(Beginning of ENTRIES SHOWN)

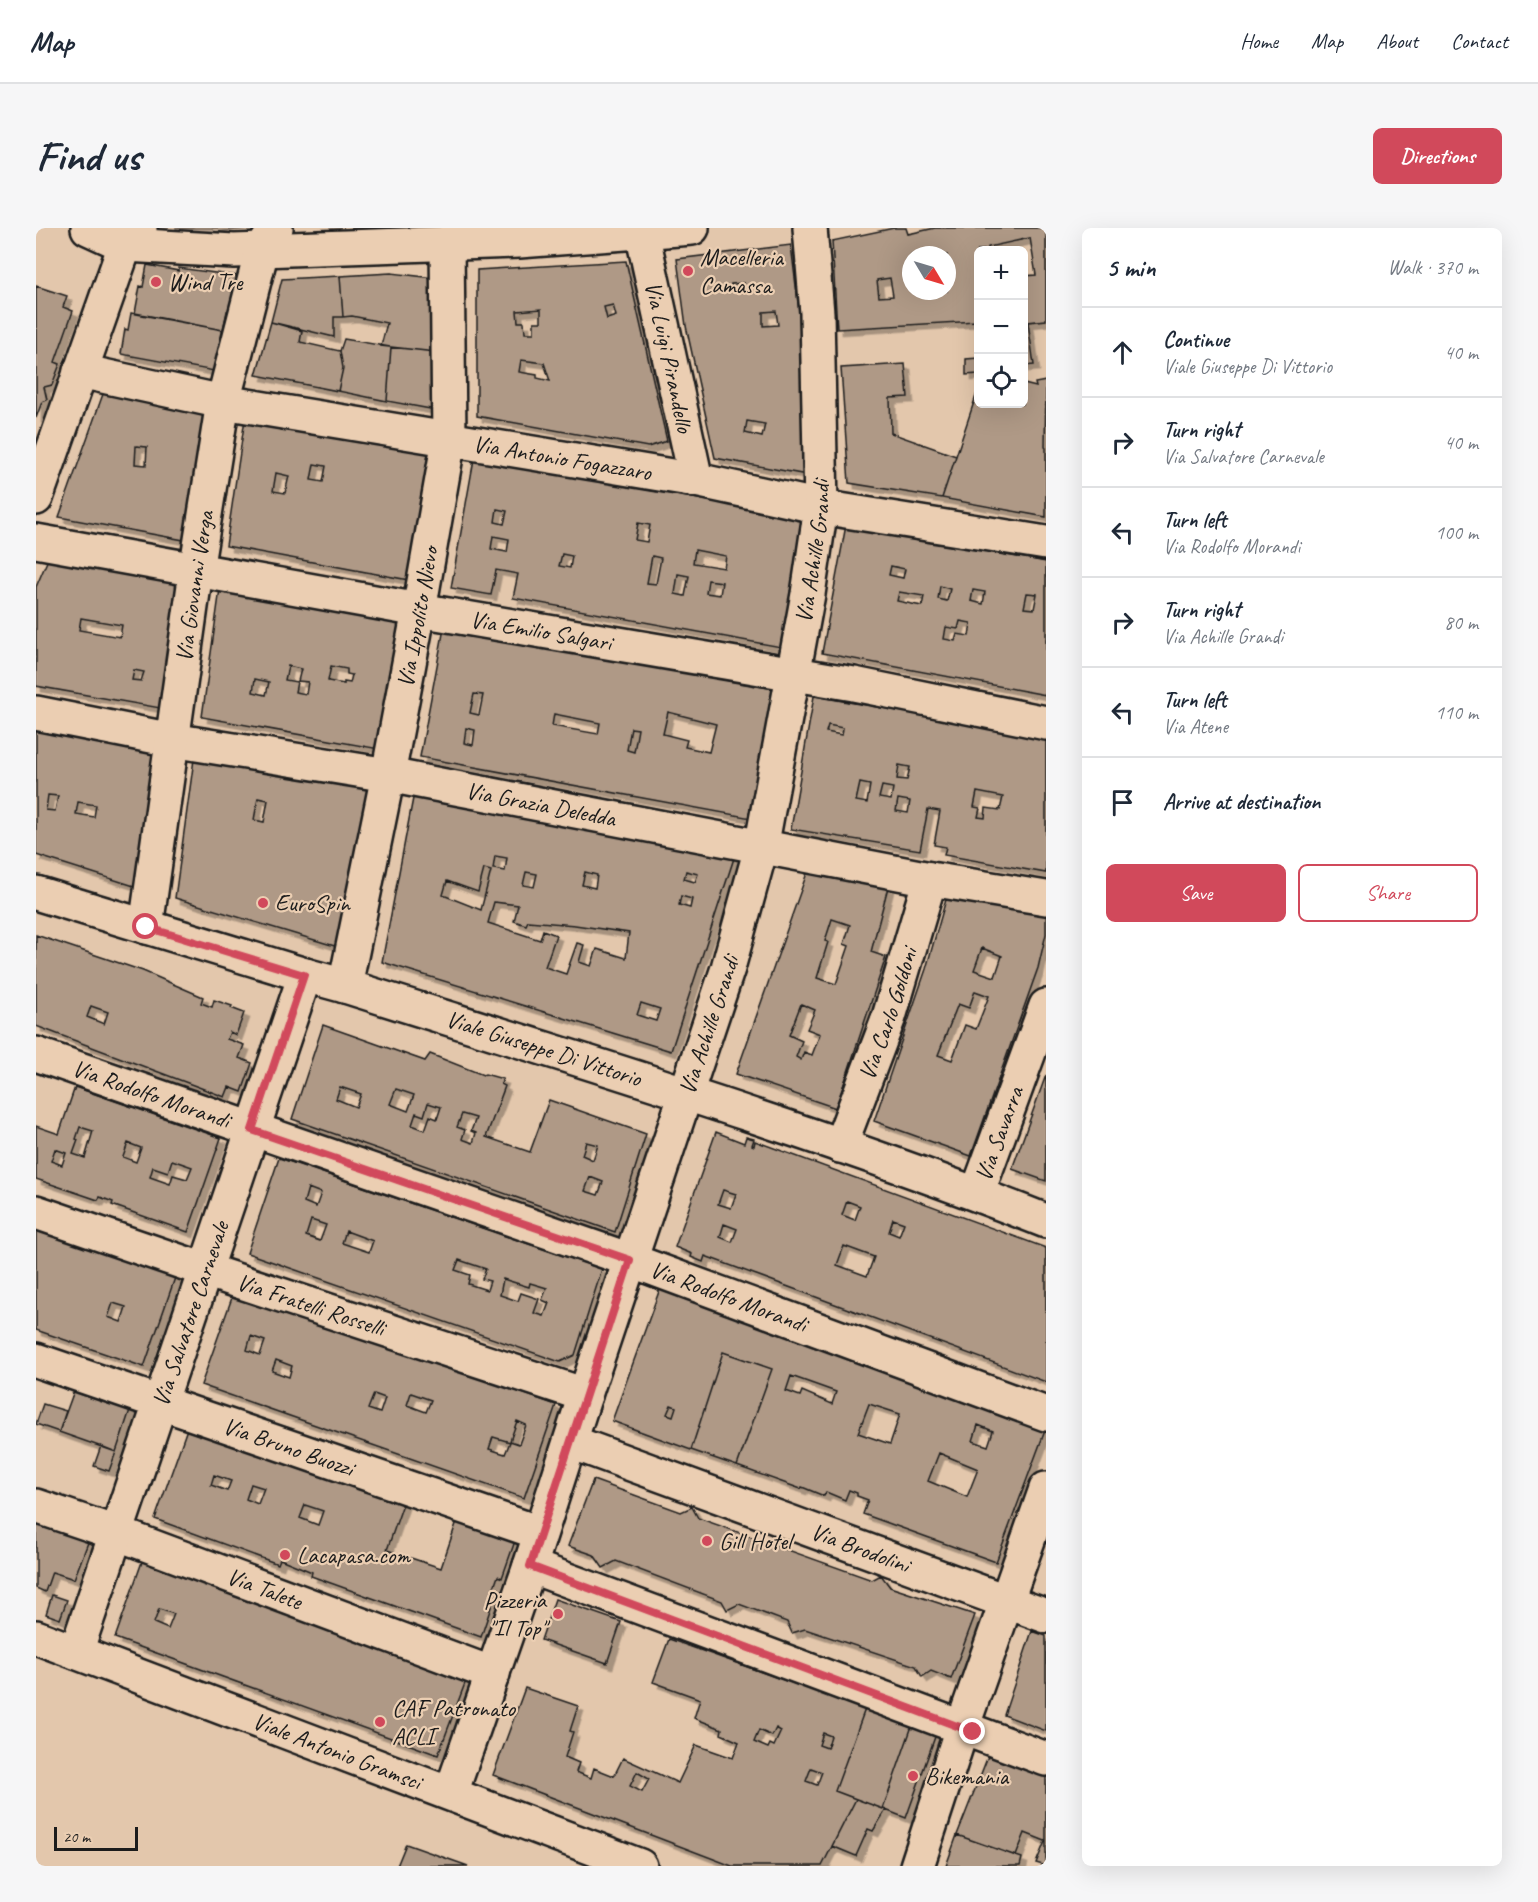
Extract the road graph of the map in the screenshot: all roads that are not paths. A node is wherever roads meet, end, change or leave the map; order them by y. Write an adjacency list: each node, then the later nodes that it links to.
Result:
1 (87, 228): 6 (street)
2 (692, 228): 4 (street)
3 (810, 228): 14 (street, Via Achille Grandi)
4 (642, 232): 5 (street); 12 (street, Via Luigi Pirandello)
5 (527, 234): 8 (street)
6 (133, 236): 7 (street); 9 (street)
7 (269, 239): 8 (street); 10 (street, Via Giovanni Verga)
8 (447, 243): 11 (street, Via Ippolito Nievo)
9 (81, 371): 10 (street, Via Antonio Fogazzaro); 13 (street)
10 (223, 402): 11 (street, Via Antonio Fogazzaro); 17 (street, Via Giovanni Verga)
11 (449, 439): 12 (street, Via Antonio Fogazzaro); 18 (street, Via Ippolito Nievo)
12 (696, 480): 14 (street, Via Antonio Fogazzaro)
13 (36, 498)
14 (821, 507): 16 (street, Via Antonio Fogazzaro); 19 (street, Via Achille Grandi)
15 (36, 541): 17 (street, Via Emilio Salgari)
16 (1046, 543)
17 (196, 571): 18 (street, Via Emilio Salgari); 22 (street, Via Giovanni Verga)
18 (419, 610): 19 (street, Via Emilio Salgari); 23 (street, Via Ippolito Nievo)
19 (792, 675): 21 (street, Via Emilio Salgari); 24 (street, Via Achille Grandi)
20 (36, 713): 22 (street, Via Grazia Deledda)
21 (1046, 723)
22 (172, 740): 23 (street, Via Grazia Deledda); 28 (street, Via Giovanni Verga)
23 (388, 775): 24 (street, Via Grazia Deledda); 30 (street, Via Ippolito Nievo)
24 (761, 848): 25 (street, Via Grazia Deledda); 33 (street, Via Achille Grandi)
25 (930, 879): 27 (street, Via Grazia Deledda); 35 (street, Via Carlo Goldoni)
26 (36, 893): 28 (street, Viale Giuseppe Di Vittorio)
27 (1046, 898)
28 (146, 927): 29 (street, Viale Giuseppe Di Vittorio)
29 (304, 975): 30 (street, Viale Giuseppe Di Vittorio); 34 (street, Via Salvatore Carnevale)
30 (345, 986): 33 (street, Viale Giuseppe Di Vittorio)
31 (1046, 1006): 36 (street, Via Savarra)
32 (36, 1054): 34 (street, Via Rodolfo Morandi)
33 (686, 1093): 35 (street, Viale Giuseppe Di Vittorio); 39 (street, Via Achille Grandi)
34 (252, 1130): 39 (street, Via Rodolfo Morandi); 40 (street, Via Salvatore Carnevale)
35 (840, 1146): 36 (street, Viale Giuseppe Di Vittorio)
36 (977, 1194): 38 (street, Viale Giuseppe Di Vittorio)
37 (36, 1212): 40 (street, Via Fratelli Rosselli)
38 (1046, 1221)
39 (630, 1260): 42 (street, Via Achille Grandi); 44 (street, Via Rodolfo Morandi)
40 (205, 1270): 42 (street, Via Fratelli Rosselli); 43 (street, Via Salvatore Carnevale)
41 (36, 1360): 43 (street, Via Bruno Buozzi)
42 (585, 1395): 45 (street, Via Achille Grandi)
43 (160, 1403): 48 (street, Via Salvatore Carnevale); 49 (street, Via Bruno Buozzi)
44 (1046, 1414)
45 (571, 1442): 49 (street, Via Achille Grandi); 51 (street, Via Brodolini)
46 (1046, 1489): 51 (street)
47 (36, 1506): 48 (street, Via Talete)
48 (116, 1533): 54 (street, Via Salvatore Carnevale); 55 (street, Via Talete)
49 (540, 1533): 50 (street, Via Achille Grandi)
50 (530, 1566): 55 (street, Via Achille Grandi); 56 (street)
51 (1006, 1601): 52 (street, Via Brodolini); 56 (street)
52 (1046, 1616)
53 (36, 1637): 54 (street, Viale Antonio Gramsci)
54 (75, 1652): 58 (street, Viale Antonio Gramsci)
55 (493, 1674): 58 (street, Via Achille Grandi)
56 (962, 1728): 57 (street); 60 (street)
57 (1046, 1759)
58 (451, 1793): 59 (street, Viale Antonio Gramsci)
59 (640, 1866)
60 (916, 1866)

(End of ENTRIES SHOWN)

■ ACTIVITY ■
Your response should contain each line of the entries above that holds the string "Grandi".

■ TASK OUTPUT ■
3 (810, 228): 14 (street, Via Achille Grandi)
14 (821, 507): 16 (street, Via Antonio Fogazzaro); 19 (street, Via Achille Grandi)
19 (792, 675): 21 (street, Via Emilio Salgari); 24 (street, Via Achille Grandi)
24 (761, 848): 25 (street, Via Grazia Deledda); 33 (street, Via Achille Grandi)
33 (686, 1093): 35 (street, Viale Giuseppe Di Vittorio); 39 (street, Via Achille Grandi)
39 (630, 1260): 42 (street, Via Achille Grandi); 44 (street, Via Rodolfo Morandi)
42 (585, 1395): 45 (street, Via Achille Grandi)
45 (571, 1442): 49 (street, Via Achille Grandi); 51 (street, Via Brodolini)
49 (540, 1533): 50 (street, Via Achille Grandi)
50 (530, 1566): 55 (street, Via Achille Grandi); 56 (street)
55 (493, 1674): 58 (street, Via Achille Grandi)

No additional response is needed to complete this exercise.